Going through the entries below, copy out each line that contains "Write".

-- Data for analysis follows --

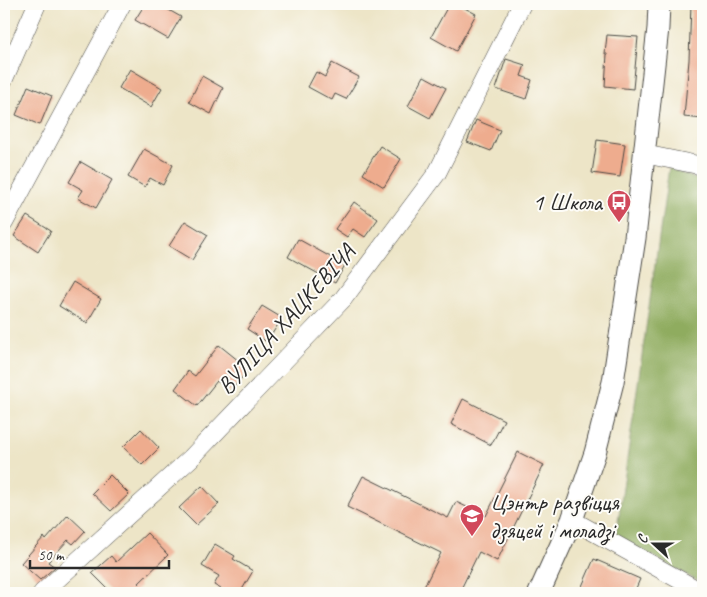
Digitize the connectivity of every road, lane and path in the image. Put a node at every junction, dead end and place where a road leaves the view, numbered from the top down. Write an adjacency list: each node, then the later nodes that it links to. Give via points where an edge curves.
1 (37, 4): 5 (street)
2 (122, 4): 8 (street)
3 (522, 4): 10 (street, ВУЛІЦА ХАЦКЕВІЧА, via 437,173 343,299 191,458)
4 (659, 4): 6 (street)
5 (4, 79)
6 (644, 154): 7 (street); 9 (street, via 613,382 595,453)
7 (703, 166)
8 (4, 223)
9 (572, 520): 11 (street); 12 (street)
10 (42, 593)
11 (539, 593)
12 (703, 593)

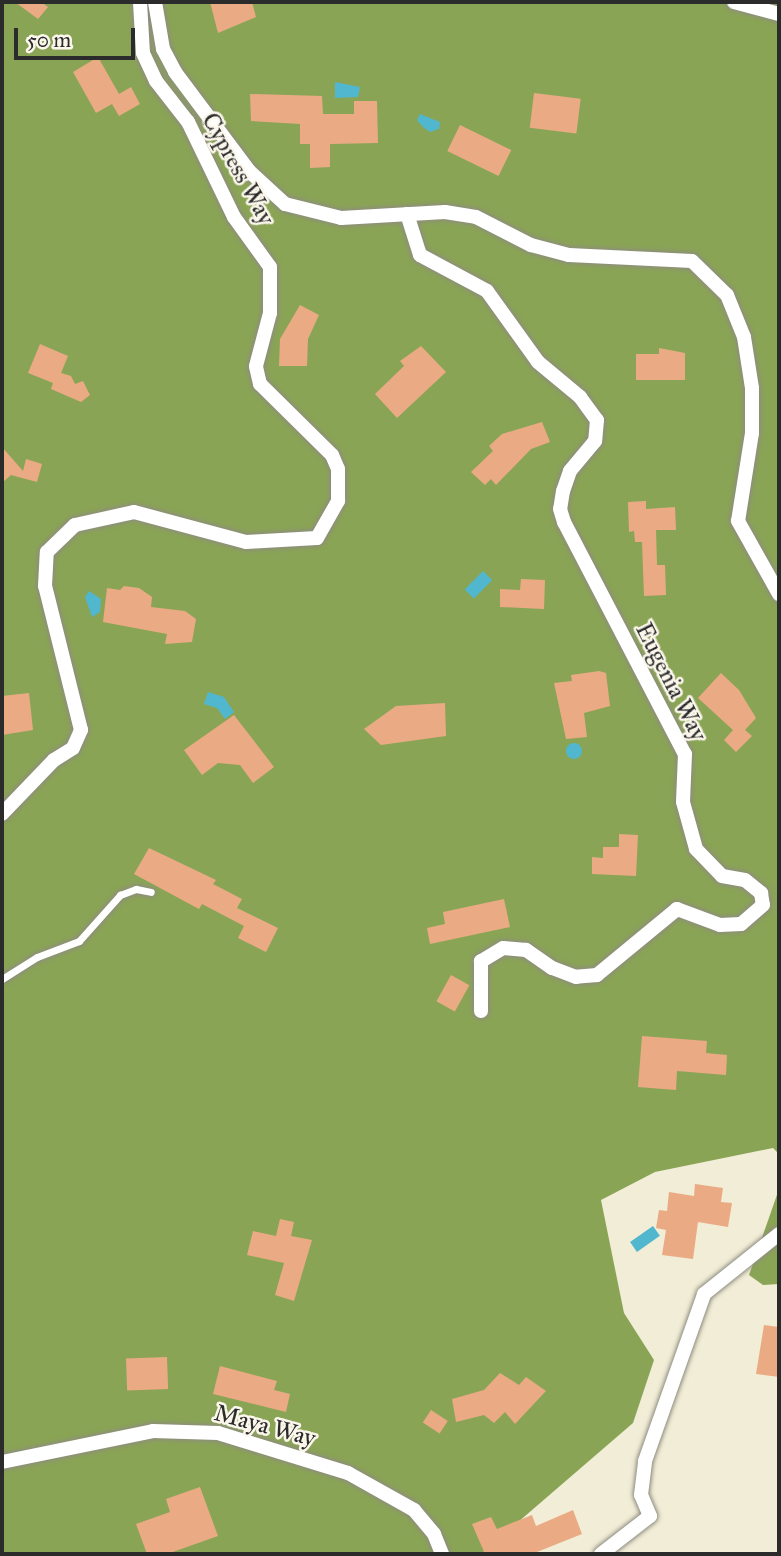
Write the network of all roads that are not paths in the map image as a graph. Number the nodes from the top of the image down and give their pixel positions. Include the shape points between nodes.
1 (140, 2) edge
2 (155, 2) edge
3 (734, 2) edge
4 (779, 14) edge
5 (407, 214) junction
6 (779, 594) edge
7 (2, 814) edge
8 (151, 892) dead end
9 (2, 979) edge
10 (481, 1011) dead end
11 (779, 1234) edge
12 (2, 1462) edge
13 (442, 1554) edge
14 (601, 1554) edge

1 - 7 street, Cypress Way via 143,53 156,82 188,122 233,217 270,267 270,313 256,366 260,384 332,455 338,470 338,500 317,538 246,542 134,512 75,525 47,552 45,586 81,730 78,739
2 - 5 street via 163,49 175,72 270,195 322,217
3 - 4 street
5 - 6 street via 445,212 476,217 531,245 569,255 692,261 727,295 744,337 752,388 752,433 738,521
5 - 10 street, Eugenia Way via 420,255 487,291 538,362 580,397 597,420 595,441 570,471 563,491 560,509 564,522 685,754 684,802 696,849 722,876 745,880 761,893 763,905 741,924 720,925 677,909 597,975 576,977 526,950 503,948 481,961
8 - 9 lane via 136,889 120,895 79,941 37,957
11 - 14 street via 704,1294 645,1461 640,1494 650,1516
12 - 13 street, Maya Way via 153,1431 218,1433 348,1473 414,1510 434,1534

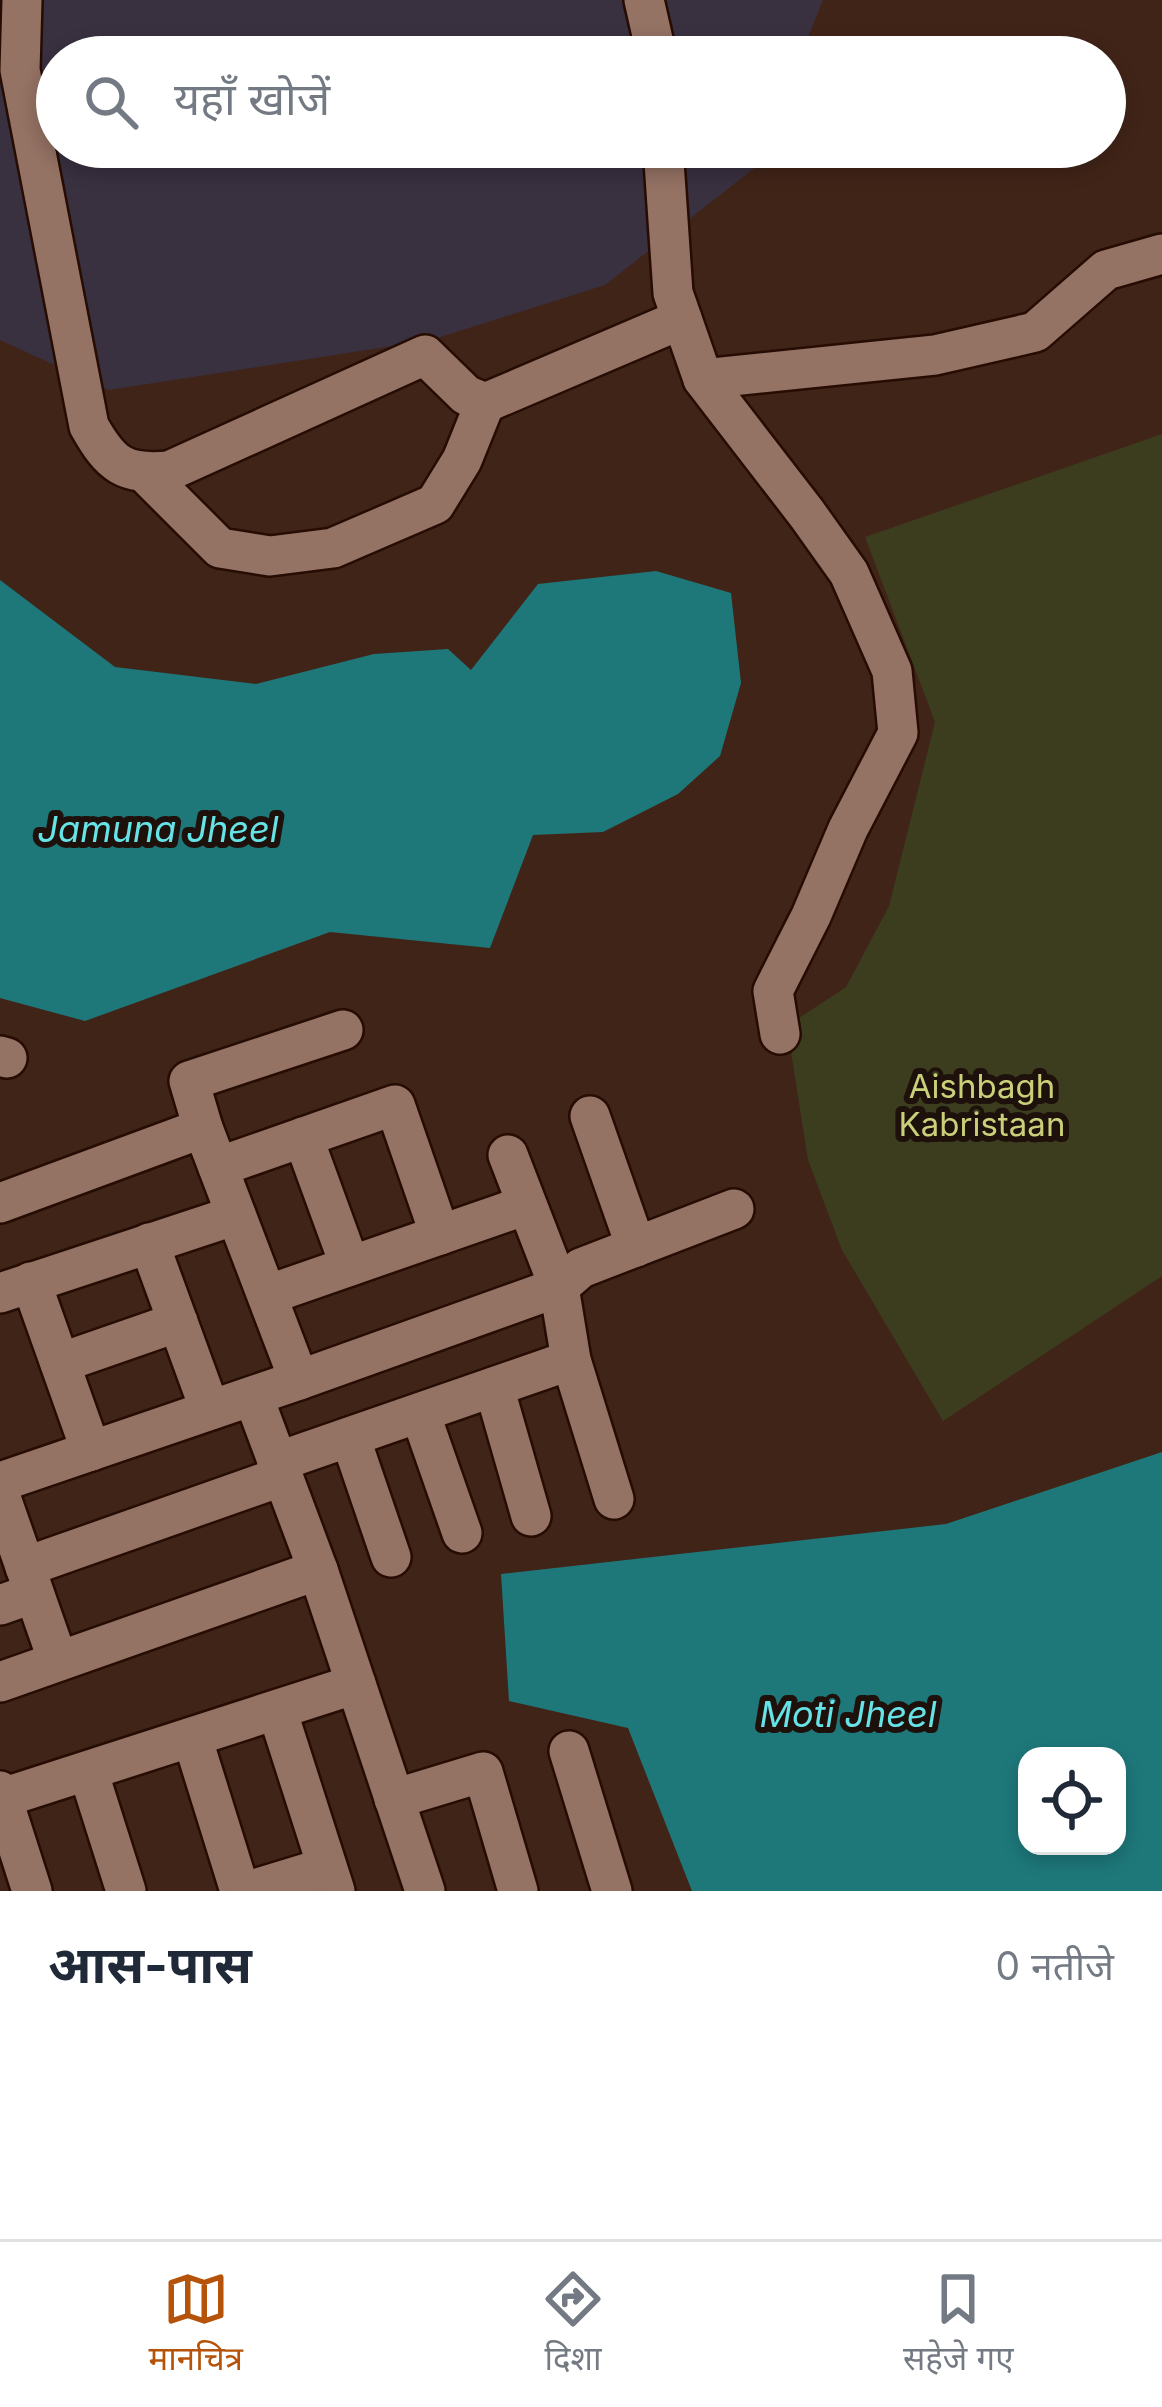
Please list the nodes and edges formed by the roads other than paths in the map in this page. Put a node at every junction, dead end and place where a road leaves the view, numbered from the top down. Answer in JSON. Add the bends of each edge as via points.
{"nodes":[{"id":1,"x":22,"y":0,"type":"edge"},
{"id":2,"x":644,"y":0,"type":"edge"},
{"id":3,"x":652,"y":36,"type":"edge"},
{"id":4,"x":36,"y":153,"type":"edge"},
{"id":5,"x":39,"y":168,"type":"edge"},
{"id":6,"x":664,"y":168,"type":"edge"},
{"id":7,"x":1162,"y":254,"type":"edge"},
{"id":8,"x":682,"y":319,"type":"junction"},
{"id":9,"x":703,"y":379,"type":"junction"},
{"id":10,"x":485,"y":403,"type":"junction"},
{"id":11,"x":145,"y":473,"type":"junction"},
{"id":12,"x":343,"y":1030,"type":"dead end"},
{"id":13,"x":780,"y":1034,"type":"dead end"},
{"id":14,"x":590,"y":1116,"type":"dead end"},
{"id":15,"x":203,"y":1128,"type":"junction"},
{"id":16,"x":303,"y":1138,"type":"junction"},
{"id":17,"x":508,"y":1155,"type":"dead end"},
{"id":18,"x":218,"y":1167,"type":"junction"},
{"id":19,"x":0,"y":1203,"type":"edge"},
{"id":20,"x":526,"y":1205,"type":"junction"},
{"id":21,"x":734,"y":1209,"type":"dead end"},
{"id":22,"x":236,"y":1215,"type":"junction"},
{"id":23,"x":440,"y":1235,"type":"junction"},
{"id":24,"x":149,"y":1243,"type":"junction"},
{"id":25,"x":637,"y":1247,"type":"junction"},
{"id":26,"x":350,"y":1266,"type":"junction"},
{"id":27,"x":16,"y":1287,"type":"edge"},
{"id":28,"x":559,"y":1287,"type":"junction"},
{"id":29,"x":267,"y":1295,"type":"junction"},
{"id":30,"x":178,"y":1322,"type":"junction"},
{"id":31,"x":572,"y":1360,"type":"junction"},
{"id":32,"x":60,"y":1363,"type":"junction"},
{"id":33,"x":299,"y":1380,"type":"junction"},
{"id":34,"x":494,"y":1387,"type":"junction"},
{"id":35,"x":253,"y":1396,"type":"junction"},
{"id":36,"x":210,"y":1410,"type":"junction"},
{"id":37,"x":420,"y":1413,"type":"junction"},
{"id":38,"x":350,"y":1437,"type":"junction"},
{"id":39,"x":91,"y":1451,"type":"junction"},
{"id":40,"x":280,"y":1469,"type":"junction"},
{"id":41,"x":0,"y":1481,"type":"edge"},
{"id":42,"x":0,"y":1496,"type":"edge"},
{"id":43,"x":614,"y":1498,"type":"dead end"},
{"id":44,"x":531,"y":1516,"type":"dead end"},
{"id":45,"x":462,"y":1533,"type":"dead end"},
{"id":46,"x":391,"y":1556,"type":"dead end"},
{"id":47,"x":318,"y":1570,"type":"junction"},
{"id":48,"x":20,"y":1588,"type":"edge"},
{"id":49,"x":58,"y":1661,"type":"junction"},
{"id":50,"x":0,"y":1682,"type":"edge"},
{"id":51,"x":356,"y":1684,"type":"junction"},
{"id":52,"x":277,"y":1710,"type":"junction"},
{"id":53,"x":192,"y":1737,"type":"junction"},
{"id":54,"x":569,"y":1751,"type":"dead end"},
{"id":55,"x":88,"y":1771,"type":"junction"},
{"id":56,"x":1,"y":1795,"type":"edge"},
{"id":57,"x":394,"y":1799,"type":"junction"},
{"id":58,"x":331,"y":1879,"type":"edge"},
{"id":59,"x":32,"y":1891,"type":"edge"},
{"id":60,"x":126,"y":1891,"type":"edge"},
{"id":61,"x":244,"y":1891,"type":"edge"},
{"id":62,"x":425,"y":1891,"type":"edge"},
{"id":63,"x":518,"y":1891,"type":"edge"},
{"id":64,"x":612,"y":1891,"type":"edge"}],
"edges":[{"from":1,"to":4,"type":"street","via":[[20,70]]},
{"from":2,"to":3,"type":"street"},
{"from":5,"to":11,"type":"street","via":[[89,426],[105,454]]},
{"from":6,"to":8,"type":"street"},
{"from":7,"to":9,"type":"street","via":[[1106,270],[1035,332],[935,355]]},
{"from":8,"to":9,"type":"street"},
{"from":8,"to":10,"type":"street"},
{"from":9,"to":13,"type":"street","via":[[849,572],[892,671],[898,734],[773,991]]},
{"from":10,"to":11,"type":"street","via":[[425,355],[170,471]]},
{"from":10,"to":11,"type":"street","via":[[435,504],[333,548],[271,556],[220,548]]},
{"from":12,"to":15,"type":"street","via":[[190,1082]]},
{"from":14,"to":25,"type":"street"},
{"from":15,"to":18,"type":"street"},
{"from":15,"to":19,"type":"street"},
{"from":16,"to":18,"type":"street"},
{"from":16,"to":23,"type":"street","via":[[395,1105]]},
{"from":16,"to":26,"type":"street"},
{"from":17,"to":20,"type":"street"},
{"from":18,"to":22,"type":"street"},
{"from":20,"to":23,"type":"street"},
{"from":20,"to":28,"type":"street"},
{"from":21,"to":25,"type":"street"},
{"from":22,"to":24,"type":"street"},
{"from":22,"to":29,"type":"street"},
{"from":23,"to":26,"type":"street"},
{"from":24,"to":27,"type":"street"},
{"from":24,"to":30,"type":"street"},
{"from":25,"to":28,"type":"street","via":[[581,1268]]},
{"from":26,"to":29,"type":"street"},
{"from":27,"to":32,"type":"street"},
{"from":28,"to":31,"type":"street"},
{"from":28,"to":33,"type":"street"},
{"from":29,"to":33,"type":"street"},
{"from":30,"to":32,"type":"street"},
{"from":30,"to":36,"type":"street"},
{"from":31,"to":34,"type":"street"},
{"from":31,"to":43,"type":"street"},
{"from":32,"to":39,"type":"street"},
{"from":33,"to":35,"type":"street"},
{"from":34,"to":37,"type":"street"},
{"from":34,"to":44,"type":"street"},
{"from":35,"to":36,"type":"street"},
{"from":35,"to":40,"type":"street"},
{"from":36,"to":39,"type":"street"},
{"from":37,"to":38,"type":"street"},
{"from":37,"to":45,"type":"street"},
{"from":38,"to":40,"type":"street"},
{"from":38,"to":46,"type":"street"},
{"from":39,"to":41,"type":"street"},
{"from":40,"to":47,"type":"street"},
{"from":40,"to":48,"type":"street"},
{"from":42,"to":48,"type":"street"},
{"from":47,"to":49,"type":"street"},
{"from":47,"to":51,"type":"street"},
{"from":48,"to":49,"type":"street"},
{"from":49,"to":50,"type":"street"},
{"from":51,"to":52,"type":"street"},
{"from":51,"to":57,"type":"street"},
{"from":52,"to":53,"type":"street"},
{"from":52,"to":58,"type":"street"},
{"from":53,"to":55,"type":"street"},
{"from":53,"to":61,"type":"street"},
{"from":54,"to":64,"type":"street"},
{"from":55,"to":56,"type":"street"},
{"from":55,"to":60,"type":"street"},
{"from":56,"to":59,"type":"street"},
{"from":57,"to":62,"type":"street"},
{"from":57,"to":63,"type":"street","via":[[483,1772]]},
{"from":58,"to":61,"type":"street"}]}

-- Data for analysis concluded --

Response area:
Digitize the connectivity of every road, lane and path in the image. Put a node at every junction, dead end and place where a road leaves the view, numbered from the top down. Write an adjacency list: each node, then the later nodes that it links to. Give via points where an edge curves.
Write the network of all roads that are not paths in the map image as a graph. Number the nodes from the top of the image down and give their pixel positions. Include the shape points between nodes.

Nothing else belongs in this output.